Show, from the entries below, every line in which "roads" appears.

┄┄┄┄┄┄

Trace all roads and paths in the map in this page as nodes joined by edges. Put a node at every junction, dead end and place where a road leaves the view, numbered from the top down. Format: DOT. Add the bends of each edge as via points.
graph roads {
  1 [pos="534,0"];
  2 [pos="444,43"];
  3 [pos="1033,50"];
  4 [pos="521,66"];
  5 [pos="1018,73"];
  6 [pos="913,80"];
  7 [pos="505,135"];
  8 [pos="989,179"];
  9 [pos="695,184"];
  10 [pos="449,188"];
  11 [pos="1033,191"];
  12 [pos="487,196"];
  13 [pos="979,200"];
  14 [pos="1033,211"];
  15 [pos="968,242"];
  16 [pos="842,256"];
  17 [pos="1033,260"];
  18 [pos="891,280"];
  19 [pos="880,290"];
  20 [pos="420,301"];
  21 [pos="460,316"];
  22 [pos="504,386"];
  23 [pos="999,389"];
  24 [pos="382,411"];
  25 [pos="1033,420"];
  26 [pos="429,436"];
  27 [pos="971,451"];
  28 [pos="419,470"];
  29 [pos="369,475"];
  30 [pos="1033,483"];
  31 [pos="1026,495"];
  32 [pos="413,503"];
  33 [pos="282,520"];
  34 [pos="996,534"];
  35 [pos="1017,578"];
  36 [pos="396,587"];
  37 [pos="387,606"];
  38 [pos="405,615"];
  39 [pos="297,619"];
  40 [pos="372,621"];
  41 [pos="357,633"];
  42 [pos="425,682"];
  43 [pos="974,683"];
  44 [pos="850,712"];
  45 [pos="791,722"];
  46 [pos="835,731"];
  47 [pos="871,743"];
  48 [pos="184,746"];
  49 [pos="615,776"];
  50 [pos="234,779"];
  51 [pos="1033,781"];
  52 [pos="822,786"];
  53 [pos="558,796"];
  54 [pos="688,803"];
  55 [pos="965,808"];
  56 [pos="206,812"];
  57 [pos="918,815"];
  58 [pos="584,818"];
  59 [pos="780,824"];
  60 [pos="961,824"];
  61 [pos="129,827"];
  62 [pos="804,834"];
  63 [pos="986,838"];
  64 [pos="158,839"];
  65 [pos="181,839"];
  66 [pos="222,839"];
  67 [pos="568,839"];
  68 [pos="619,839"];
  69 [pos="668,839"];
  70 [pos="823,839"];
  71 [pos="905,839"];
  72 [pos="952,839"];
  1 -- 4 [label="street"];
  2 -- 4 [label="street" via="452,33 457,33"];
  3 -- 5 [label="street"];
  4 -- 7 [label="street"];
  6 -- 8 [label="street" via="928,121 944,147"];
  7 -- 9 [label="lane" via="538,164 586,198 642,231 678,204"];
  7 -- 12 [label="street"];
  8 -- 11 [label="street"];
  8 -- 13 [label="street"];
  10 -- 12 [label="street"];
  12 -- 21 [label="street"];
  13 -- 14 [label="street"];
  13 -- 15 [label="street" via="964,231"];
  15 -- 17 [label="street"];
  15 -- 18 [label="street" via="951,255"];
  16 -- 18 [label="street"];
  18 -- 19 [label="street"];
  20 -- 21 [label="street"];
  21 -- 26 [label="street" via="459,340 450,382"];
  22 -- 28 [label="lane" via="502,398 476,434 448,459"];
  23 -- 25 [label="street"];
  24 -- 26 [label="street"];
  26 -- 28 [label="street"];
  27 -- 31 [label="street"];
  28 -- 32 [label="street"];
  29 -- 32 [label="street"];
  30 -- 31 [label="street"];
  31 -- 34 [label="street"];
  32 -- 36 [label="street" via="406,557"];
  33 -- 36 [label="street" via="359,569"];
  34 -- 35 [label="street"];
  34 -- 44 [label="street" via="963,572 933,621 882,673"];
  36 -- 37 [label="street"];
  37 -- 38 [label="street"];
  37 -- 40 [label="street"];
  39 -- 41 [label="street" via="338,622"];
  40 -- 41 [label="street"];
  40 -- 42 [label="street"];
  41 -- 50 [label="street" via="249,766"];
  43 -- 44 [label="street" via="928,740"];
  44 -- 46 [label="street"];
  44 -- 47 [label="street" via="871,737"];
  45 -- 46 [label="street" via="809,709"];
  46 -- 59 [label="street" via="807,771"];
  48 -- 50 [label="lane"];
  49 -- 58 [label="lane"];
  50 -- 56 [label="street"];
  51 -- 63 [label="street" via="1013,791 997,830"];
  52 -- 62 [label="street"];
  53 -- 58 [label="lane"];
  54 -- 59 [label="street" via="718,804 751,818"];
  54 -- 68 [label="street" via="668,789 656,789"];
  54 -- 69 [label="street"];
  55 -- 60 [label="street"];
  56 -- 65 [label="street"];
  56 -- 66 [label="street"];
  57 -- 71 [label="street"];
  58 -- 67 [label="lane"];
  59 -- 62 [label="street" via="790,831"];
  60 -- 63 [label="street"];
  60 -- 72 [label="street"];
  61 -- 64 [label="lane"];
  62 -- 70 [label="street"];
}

┄┄┄┄┄┄

ANSWER FOR THE TASK
Trace all roads and paths in the map in this page as nodes joined by edges. Put a node at every junction, dead end and place where a road leaves the view, numbered from the top down. Format: DOT. Add the bends of each edge as via points.
graph roads {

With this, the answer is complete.